A gente está tão obcecado com nossas carreiras, produtividade, que não se dá conta de que vivemos em desequilíbrio?

Esse “a gente” é a população do planeta afetada por esse choque mental. A lógica da produção não para. Agora mesmo, estamos com as praias cheias de borras de óleo, empastelando os mangues, e as pessoas perguntam como chegamos a esse absurdo. A aparente normalidade que vivemos inclui um cotidiano de catástrofe que vai sendo naturalizado. Se não fosse naturalizado, estaríamos arrancando os cabelos, perguntando o que aconteceu com a costa do Nordeste. As pessoas que moram naquelas praias dependem do que tiram do mar, num sistema artesanal. Eles não têm tecnologia pra superar a crise e sair vitorioso, como a narrativa do progresso sugere.

Como é essa narrativa?

E uma narrativa que diz que, quando há um acidente, cria-se uma oportunidade. E aí a sociedade vai criando acidentes e oportunidades. É a ecologia do desastre. Quando somos convencidos de que uma crise na nossa relação com a natureza pode ser assimilada, seguimos agindo como sempre, achando que vamos resolver tudo. As pessoas se acostumaram com as tragédias, incorporaram na rotina, criando uma ecologia humana para viver com a desgraça. Botam máscaras para viver com a poluição, mudam a rotina da escola, determinando que naquele mês não tem aula porque o ar fica irrespirável. Na ecologia do desastre, você se adapta a um sistema estragado como se fosse natural. E assim vai. As praias do Nordeste ficam empasteladas, e a gente fica aqui, esperando nossa vez.

Mas já existe a consciência de que o planeta não é infinito e que estamos causando danos à Terra. Os povos da floresta correm um risco maior?

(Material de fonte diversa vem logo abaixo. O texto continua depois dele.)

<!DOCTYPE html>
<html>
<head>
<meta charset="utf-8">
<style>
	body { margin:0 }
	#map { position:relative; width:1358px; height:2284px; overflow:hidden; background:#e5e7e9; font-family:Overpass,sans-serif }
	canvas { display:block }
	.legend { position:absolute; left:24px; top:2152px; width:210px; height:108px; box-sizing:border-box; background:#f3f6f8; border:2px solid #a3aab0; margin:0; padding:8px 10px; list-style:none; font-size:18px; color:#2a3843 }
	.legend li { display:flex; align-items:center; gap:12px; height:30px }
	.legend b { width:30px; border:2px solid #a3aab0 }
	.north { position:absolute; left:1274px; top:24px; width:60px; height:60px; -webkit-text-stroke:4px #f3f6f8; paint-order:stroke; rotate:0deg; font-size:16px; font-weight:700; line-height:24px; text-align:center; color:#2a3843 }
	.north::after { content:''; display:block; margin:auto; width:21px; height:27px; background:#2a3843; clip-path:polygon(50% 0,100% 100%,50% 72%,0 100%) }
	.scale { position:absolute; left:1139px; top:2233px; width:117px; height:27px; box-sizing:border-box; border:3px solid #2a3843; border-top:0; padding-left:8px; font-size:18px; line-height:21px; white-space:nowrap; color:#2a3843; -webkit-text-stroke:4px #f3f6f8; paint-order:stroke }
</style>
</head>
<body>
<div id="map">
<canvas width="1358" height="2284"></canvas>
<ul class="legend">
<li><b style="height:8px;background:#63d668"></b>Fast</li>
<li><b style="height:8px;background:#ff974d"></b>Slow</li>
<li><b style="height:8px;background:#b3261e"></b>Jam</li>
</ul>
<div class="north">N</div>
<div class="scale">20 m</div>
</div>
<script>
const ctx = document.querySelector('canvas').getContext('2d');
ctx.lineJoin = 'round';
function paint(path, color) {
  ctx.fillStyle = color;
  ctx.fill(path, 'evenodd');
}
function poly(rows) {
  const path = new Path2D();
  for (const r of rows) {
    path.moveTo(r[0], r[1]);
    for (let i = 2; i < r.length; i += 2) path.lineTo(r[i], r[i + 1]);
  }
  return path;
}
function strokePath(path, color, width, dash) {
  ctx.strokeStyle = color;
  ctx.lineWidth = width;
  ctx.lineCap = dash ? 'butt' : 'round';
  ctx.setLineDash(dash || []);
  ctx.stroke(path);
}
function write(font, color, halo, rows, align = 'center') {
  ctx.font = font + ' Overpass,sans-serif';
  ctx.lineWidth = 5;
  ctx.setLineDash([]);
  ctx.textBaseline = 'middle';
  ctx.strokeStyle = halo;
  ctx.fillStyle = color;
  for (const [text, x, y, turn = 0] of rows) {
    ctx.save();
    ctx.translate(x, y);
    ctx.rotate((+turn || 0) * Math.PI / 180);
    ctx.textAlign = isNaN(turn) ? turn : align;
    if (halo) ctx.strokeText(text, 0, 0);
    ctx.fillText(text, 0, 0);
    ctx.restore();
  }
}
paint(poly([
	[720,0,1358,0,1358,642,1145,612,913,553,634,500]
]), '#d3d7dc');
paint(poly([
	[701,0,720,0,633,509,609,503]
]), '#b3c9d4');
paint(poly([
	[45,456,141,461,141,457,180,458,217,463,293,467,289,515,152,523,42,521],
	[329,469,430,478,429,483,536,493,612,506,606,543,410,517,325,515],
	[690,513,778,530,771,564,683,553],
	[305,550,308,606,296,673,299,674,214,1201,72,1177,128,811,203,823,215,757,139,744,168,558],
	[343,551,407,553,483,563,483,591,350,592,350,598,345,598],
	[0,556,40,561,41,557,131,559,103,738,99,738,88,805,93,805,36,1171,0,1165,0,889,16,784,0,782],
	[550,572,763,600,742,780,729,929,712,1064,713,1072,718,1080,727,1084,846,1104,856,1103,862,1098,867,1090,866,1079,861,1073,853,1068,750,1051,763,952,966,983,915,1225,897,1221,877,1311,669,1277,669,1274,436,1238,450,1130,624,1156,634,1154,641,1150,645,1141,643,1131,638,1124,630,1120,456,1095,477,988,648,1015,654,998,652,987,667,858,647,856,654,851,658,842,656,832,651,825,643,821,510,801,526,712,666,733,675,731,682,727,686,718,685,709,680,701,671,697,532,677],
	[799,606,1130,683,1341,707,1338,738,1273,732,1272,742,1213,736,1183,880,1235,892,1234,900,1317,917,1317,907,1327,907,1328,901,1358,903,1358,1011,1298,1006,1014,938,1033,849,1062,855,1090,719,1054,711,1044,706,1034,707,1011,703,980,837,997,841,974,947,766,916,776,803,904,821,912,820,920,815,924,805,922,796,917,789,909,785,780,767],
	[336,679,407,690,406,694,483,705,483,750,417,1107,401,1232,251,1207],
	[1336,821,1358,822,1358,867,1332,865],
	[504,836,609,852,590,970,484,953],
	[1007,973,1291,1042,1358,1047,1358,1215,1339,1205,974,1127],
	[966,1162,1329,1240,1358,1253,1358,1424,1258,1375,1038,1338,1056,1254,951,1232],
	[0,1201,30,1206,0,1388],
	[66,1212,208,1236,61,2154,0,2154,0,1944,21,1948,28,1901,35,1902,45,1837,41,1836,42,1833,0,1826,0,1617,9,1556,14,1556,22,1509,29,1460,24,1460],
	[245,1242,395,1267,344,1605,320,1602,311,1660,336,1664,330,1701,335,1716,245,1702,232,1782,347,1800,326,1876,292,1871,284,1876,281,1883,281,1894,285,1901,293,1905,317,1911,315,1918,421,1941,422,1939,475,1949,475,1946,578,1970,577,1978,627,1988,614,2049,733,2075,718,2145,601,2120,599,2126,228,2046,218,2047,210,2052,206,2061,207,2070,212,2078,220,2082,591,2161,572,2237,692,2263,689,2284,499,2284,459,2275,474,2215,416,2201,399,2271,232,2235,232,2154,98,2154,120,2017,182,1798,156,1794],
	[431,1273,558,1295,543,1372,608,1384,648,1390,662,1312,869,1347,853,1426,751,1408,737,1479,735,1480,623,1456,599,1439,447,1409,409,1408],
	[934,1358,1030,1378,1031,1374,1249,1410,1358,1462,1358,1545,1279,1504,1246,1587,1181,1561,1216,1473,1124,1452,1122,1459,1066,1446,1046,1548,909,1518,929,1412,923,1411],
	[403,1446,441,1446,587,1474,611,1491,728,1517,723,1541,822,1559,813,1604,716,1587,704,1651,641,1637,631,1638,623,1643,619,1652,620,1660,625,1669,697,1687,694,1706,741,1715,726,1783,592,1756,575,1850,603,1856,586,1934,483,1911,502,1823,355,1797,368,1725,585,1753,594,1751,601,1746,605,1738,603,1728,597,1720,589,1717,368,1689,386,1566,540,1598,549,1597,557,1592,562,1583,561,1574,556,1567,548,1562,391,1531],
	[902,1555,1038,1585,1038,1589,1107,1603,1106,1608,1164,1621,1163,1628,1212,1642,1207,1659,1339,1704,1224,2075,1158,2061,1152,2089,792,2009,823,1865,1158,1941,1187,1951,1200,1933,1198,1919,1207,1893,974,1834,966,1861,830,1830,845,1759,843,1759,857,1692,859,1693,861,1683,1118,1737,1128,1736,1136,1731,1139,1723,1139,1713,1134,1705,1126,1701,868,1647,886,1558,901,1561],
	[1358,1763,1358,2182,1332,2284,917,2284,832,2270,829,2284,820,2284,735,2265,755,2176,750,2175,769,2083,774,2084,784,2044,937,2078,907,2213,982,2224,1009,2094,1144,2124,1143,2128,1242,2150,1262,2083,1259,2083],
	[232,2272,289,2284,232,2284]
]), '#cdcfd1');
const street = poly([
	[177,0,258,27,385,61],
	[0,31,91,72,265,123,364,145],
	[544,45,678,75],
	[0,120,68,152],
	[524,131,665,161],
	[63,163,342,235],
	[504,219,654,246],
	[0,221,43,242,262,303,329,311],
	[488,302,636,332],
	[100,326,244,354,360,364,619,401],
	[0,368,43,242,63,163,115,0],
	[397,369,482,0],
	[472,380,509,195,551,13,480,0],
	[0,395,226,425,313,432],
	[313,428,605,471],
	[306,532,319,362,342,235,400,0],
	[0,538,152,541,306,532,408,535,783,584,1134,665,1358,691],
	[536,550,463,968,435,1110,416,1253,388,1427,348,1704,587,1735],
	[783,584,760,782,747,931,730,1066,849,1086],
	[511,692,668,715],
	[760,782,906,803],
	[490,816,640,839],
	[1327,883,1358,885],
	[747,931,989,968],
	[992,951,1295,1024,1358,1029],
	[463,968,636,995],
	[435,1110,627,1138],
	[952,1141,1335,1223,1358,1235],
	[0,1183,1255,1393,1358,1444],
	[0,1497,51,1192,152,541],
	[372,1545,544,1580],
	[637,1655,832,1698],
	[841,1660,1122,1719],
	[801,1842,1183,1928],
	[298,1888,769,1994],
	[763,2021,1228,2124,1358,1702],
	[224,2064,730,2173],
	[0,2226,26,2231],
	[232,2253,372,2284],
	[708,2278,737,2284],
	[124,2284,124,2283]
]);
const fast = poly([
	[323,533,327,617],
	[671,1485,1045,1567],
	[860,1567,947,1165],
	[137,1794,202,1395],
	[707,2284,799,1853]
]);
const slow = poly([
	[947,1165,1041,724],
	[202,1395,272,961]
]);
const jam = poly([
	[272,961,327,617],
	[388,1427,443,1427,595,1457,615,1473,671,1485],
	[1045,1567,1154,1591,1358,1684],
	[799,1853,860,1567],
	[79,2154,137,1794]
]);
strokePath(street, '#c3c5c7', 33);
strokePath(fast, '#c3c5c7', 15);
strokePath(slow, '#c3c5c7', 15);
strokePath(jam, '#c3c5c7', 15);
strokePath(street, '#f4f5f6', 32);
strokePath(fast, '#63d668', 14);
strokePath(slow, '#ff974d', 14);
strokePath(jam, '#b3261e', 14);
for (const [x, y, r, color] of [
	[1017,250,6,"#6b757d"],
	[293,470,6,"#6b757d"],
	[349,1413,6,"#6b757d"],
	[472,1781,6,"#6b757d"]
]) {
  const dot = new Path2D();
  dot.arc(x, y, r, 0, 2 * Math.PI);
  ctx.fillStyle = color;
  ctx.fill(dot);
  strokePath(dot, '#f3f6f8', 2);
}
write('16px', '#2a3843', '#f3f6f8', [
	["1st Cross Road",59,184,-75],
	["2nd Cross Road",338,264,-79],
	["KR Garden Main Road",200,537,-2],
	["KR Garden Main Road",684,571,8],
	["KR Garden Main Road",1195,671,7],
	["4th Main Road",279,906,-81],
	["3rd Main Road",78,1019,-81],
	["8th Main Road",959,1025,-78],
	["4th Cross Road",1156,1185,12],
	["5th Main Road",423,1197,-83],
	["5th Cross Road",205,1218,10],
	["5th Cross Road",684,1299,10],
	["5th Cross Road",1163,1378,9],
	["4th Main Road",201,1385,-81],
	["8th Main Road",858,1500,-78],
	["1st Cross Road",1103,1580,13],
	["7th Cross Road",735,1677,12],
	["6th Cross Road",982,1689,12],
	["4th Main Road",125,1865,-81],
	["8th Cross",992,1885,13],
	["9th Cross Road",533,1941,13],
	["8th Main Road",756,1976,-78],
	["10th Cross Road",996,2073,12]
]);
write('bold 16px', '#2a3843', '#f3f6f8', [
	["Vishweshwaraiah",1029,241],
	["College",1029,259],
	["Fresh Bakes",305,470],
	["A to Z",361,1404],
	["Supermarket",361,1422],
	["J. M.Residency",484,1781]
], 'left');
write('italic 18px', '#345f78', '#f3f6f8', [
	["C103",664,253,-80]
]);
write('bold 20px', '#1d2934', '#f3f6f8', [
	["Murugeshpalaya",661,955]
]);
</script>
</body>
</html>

A ideia de um planeta infinito mudou, mas, com isso, muda a visão sobre o acesso das populações tradicionais a seus territórios. Ora, o discurso do governo brasileiro vai contra a Constituição Federal, que assegura aos povos indígenas as suas terras. O governo diz que vai rever isso. Só a manifestação pública dessa vontade já é grave, cria constrangimento para todos. Como o governo de um país ataca sua população originária acusando-a de não colaborar com o progresso? De não ceder seus rios para hidrelétricas ou suas terras para mineração? Como se houvesse uma cruzada para salvar o capitalismo falido arrancando tudo da terra? Esses povos sempre dirão que a terra é nossa mãe e não está à venda.

Há uma falta de entendimento do que é uma floresta?

As pessoas imaginam que a floresta é constituída apenas por árvores. Não estamos falando de um arranjo de árvores que podem ser levadas em um caminhão como mercadoria, mas de uma galáxia de interação com a vida, repleta de humanidades. É intangível. Só que é difícil explicar isso a alguém que nunca esteve na floresta com um povo indígena. É o lugar onde a vida acontece, e não uma fonte de recursos. Quando digo que a floresta é um mundo, as pessoas acham uma simplificação. Porque nunca viram a floresta. Assim como muita gente nunca viu o oceano. A compreensão da floresta como algo vivo implica num respeito que estabelece uma ética da existência, a reciprocidade com a natureza.

Neste mês, completaram-se quatro anos desde que se rompeu a barragem da Samarco, em Mariana. Como está o povo krenak, que vive às margens do Rio Doce?

É um povo exilado em seu próprio território. Estamos há quatro anos com o Rio Doce estagnado de lama da mineração. As famílias vivem de cesta básica, da assistência que o Ministério Público exige da Vale, da Samarco, da BHP, responsáveis por esse crime. Gente que era independente, que vivia do rio, agora depende de assistência. Se esperar o rio voltar a ter peixe, a gerar subsistência, pode levar 20 a 30 anos. É uma geração que vai nascer e crescer na beira de um rio interditado. Uma visão assustadora do futuro.